◆ What is required
Through to the final line, write out the records below exactly, omitting any images they contain.

◆ Data shown

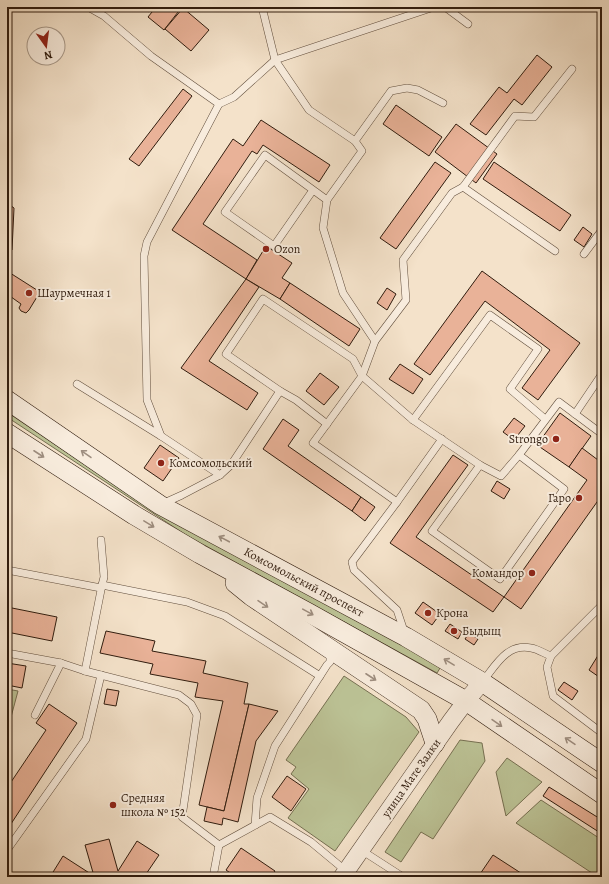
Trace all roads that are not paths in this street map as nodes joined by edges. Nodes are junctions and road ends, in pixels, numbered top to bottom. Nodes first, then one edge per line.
1 (88, 7) edge
2 (262, 7) edge
3 (434, 7) edge
4 (445, 7) edge
5 (468, 24) dead end
6 (276, 60) junction
7 (572, 69) dead end
8 (443, 103) dead end
9 (219, 104) junction
10 (355, 141) junction
11 (463, 187) junction
12 (313, 190) junction
13 (327, 200) junction
14 (602, 230) edge
15 (555, 251) dead end
16 (584, 254) dead end
17 (375, 341) junction
18 (602, 374) edge
19 (362, 376) junction
20 (77, 384) dead end
21 (280, 391) junction
22 (7, 400) edge
23 (575, 414) junction
24 (545, 419) junction
25 (413, 420) junction
26 (327, 424) junction
27 (602, 434) edge
28 (161, 436) junction
29 (11, 439) edge
30 (442, 439) junction
31 (519, 455) junction
32 (480, 465) junction
33 (220, 475) junction
34 (397, 502) junction
35 (160, 505) junction
36 (101, 540) dead end
37 (200, 554) junction
38 (7, 570) edge
39 (102, 587) junction
40 (602, 605) edge
41 (406, 637) junction
42 (330, 650) junction
43 (7, 653) edge
44 (552, 656) junction
45 (62, 663) junction
46 (85, 671) junction
47 (101, 675) junction
48 (320, 676) junction
49 (482, 682) junction
50 (466, 701) junction
51 (35, 715) dead end
52 (602, 733) edge
53 (435, 743) junction
54 (602, 763) edge
55 (602, 794) edge
56 (255, 826) junction
57 (219, 845) junction
58 (7, 850) edge
59 (361, 850) junction
60 (344, 874) edge
61 (213, 877) edge
62 (403, 877) edge

1 - 9 lane
2 - 6 lane
3 - 6 lane
4 - 5 lane
6 - 9 lane
6 - 10 lane
7 - 11 lane
8 - 10 lane
9 - 28 lane
10 - 13 lane
11 - 15 lane
11 - 17 lane
12 - 12 lane
12 - 13 lane
13 - 17 lane
14 - 16 lane
17 - 19 lane
18 - 23 lane
19 - 21 lane
19 - 25 lane
19 - 26 lane
20 - 28 lane
21 - 26 lane
21 - 33 lane
35 -> 22 main road, Комсомольский проспект
23 - 24 lane
23 - 27 lane
24 - 25 lane
24 - 31 lane
25 - 30 lane
26 - 34 lane
28 - 33 lane
29 -> 37 main road, Комсомольский проспект
30 - 32 lane
30 - 34 lane
31 - 32 lane
31 - 32 lane
33 - 35 lane
34 - 41 lane
41 -> 35 main road, Комсомольский проспект
36 - 39 lane
37 -> 42 main road
37 -> 50 main road, Комсомольский проспект
38 - 39 lane
39 - 46 lane
39 - 48 lane
40 - 44 lane
49 -> 41 main road, Комсомольский проспект
42 - 48 lane
42 -> 53 main road
43 - 45 lane
44 - 49 lane
44 - 52 lane
45 - 46 lane
45 - 51 lane
46 - 47 lane
47 - 57 lane
47 - 58 lane
48 - 56 lane
49 - 50 street, улица Мате Залки
54 -> 49 main road, Комсомольский проспект
50 - 53 street, улица Мате Залки
50 -> 55 main road, Комсомольский проспект
53 - 59 street, улица Мате Залки
56 - 57 lane
56 - 60 lane
57 - 61 lane
59 - 60 street, улица Мате Залки
59 - 62 lane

◆ Exercise answer
Trace all roads that are not paths in this street map as nodes joined by edges. Nodes are junctions and road ends, in pixels, numbered top to bottom. Nodes first, then one edge per line.
1 (88, 7) edge
2 (262, 7) edge
3 (434, 7) edge
4 (445, 7) edge
5 (468, 24) dead end
6 (276, 60) junction
7 (572, 69) dead end
8 (443, 103) dead end
9 (219, 104) junction
10 (355, 141) junction
11 (463, 187) junction
12 (313, 190) junction
13 (327, 200) junction
14 (602, 230) edge
15 (555, 251) dead end
16 (584, 254) dead end
17 (375, 341) junction
18 (602, 374) edge
19 (362, 376) junction
20 (77, 384) dead end
21 (280, 391) junction
22 (7, 400) edge
23 (575, 414) junction
24 (545, 419) junction
25 (413, 420) junction
26 (327, 424) junction
27 (602, 434) edge
28 (161, 436) junction
29 (11, 439) edge
30 (442, 439) junction
31 (519, 455) junction
32 (480, 465) junction
33 (220, 475) junction
34 (397, 502) junction
35 (160, 505) junction
36 (101, 540) dead end
37 (200, 554) junction
38 (7, 570) edge
39 (102, 587) junction
40 (602, 605) edge
41 (406, 637) junction
42 (330, 650) junction
43 (7, 653) edge
44 (552, 656) junction
45 (62, 663) junction
46 (85, 671) junction
47 (101, 675) junction
48 (320, 676) junction
49 (482, 682) junction
50 (466, 701) junction
51 (35, 715) dead end
52 (602, 733) edge
53 (435, 743) junction
54 (602, 763) edge
55 (602, 794) edge
56 (255, 826) junction
57 (219, 845) junction
58 (7, 850) edge
59 (361, 850) junction
60 (344, 874) edge
61 (213, 877) edge
62 (403, 877) edge

1 - 9 lane
2 - 6 lane
3 - 6 lane
4 - 5 lane
6 - 9 lane
6 - 10 lane
7 - 11 lane
8 - 10 lane
9 - 28 lane
10 - 13 lane
11 - 15 lane
11 - 17 lane
12 - 12 lane
12 - 13 lane
13 - 17 lane
14 - 16 lane
17 - 19 lane
18 - 23 lane
19 - 21 lane
19 - 25 lane
19 - 26 lane
20 - 28 lane
21 - 26 lane
21 - 33 lane
35 -> 22 main road, Комсомольский проспект
23 - 24 lane
23 - 27 lane
24 - 25 lane
24 - 31 lane
25 - 30 lane
26 - 34 lane
28 - 33 lane
29 -> 37 main road, Комсомольский проспект
30 - 32 lane
30 - 34 lane
31 - 32 lane
31 - 32 lane
33 - 35 lane
34 - 41 lane
41 -> 35 main road, Комсомольский проспект
36 - 39 lane
37 -> 42 main road
37 -> 50 main road, Комсомольский проспект
38 - 39 lane
39 - 46 lane
39 - 48 lane
40 - 44 lane
49 -> 41 main road, Комсомольский проспект
42 - 48 lane
42 -> 53 main road
43 - 45 lane
44 - 49 lane
44 - 52 lane
45 - 46 lane
45 - 51 lane
46 - 47 lane
47 - 57 lane
47 - 58 lane
48 - 56 lane
49 - 50 street, улица Мате Залки
54 -> 49 main road, Комсомольский проспект
50 - 53 street, улица Мате Залки
50 -> 55 main road, Комсомольский проспект
53 - 59 street, улица Мате Залки
56 - 57 lane
56 - 60 lane
57 - 61 lane
59 - 60 street, улица Мате Залки
59 - 62 lane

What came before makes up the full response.